In 2023, htmx was added to the first cohort of the GitHub Accelerator program, a program that provides open source projects with funding and guidance from members of mature open source projects.

== Design and functionality ==
htmx combines the capabilities of modern frameworks with the server-side processing of traditional web applications. The library's design philosophy revolves around a goal to "complete HTML as a hypertext." By leveraging custom HTML attributes prefixed with hx- to trigger AJAX requests to fetch content to update parts of the DOM with, htmx enables developers to define dynamic behavior directly within their markup, reducing or even eliminating the need for extensive JavaScript code. This allows the library to avoid issues with large bundles, complex state management, and hydration. This approach offers a more accessible and intuitive way to build modern user interfaces while avoiding the complexities often associated with traditional JavaScript frameworks. As htmx can update specific parts of a webpage without the need to reload the entire page, as would be the case with plain HTML and CSS, using it might result in improved user experience and performance, since only a part of the data needs to be re-fetched from the server.

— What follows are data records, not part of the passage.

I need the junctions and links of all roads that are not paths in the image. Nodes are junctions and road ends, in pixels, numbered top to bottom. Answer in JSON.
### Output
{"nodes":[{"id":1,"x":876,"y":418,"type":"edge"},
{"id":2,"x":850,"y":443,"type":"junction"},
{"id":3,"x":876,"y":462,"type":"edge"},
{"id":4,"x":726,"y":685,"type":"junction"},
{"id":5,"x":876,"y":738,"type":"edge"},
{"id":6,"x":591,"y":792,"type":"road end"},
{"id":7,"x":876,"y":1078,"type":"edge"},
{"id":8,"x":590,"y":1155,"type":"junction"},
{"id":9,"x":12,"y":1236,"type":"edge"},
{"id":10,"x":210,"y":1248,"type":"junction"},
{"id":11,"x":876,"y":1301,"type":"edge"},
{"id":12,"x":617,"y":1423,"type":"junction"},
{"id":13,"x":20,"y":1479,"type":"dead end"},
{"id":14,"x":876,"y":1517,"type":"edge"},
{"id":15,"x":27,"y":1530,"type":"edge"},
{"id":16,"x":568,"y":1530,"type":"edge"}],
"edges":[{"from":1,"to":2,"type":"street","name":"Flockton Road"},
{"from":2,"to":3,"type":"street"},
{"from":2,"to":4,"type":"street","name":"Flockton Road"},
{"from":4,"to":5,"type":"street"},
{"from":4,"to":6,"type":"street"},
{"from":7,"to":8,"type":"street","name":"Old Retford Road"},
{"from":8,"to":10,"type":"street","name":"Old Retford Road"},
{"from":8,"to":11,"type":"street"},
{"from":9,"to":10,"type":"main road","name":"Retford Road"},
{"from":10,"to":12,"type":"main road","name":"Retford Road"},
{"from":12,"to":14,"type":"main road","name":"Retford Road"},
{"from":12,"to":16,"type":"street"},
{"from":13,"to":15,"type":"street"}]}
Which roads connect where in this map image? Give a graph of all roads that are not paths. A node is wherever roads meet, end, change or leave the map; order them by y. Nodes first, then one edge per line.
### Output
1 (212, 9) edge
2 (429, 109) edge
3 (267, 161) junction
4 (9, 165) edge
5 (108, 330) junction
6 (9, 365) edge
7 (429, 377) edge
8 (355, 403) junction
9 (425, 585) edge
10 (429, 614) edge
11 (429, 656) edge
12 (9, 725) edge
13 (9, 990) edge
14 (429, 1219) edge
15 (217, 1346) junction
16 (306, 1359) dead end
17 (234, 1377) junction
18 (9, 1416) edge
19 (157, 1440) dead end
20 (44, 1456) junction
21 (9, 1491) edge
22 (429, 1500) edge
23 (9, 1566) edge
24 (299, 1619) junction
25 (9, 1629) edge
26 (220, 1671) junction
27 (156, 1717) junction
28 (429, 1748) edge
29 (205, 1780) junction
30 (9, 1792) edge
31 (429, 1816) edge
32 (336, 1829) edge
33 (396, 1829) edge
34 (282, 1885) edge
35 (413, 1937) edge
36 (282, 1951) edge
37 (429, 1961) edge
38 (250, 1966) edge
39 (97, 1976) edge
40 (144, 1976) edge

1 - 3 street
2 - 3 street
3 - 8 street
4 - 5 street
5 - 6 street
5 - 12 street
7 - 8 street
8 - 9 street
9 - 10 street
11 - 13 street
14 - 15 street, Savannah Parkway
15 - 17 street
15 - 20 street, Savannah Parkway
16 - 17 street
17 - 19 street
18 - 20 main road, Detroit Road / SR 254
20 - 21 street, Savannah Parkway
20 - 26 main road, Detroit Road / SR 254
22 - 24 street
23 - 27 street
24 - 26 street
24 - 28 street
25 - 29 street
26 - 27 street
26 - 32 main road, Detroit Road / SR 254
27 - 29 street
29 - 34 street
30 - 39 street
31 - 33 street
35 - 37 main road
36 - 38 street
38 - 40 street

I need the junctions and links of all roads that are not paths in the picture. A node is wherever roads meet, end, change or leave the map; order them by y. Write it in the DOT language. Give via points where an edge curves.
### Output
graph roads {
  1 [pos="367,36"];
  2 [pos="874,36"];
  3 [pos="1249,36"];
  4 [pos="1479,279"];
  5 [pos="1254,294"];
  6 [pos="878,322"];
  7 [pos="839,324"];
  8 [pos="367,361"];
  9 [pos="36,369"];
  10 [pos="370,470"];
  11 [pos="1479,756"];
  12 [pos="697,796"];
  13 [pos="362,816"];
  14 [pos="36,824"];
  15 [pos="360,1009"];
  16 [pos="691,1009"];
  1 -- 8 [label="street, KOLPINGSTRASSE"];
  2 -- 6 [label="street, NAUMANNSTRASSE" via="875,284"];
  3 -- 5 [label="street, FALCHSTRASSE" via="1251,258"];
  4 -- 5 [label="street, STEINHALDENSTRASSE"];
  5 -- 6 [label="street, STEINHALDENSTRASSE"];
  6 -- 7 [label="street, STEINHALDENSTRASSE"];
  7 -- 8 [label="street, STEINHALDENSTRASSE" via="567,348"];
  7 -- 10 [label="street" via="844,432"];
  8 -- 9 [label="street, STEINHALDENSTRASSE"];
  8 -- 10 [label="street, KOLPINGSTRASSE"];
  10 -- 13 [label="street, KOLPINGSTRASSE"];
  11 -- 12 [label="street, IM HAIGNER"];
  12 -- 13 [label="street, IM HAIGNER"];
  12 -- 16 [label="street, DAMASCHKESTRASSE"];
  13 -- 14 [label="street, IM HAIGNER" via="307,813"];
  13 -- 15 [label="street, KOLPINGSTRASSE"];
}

The library also challenges the common approach of utilizing JSON as the standard payload for HTTP requests by replacing it with HTML. This is meant to solve the issues related to the performance and cognitive overhead of JSON serialization, deserialization, and subsequent use in the user interface, such as JavaScript and JSON's inability to accurately process numbers greater than 2^{53} or distinguish floating-point numbers from integers and the complexity involved with alternatives to JSON-oriented REST, such as GraphQL or gRPC. Additionally, a potential advantage of htmx and hypertext-oriented approach in general, is that data retrieved directly from the database does not need to either be in a JSON or JSON-compliant format, such as that used by many document databases or the PostgreSQL's JSON type, or be serialized by the backend only to be then deserialized by the frontend again. The reduced client-side computation also helps to shift the development focus towards the backend, which might result in better client-side performance, albeit at a cost of higher server load, and providing the developers with a simpler way to solve more problems which they would otherwise solve using client-side JavaScript in virtually any other programming language.

== Usage ==
htmx adds custom attributes to HTML to define dynamic behavior such as triggering server requests and updating content. The functionality of htmx is built off of the attributes hx-get, hx-post, hx-put, hx-delete, andhx-patch, which issue AJAX requests with the specified HTTP method. These requests are made when a certain DOM event is fired: change for input, select, and textarea elements; submit for form elements; and click for other elements. The event can also be overridden with hx-trigger. Other attributes include hx-target for specifying a target other than the current element for swapping content into and hx-swap for setting how the content fetched from the server should be swapped or placed relative to the target element.

== Community and adoption ==
Since its inception as intercooler.js and its subsequent evolution into htmx, the library has gained a significant following within the web development community. htmx has been viewed as a simpler and lighter weight alternative to full-blown JavaScript frameworks like React, Vue.js, and Angular. As a result, it has gained a measure of popularity as an alternative to the approach used by most JavaScript frameworks for building dynamic web applications.

htmx integrations have been developed for various full-stack/backend web frameworks, programming languages and templating engines, including Node.js, Django, Flask, Adobe ColdFusion, ASP.NET, Java, Clojure, and Ruby on Rails. Such libraries are usually a matter of nothing more than convenience since htmx's portable and minimalist design allows it to be integrated with virtually any HTML templating engine.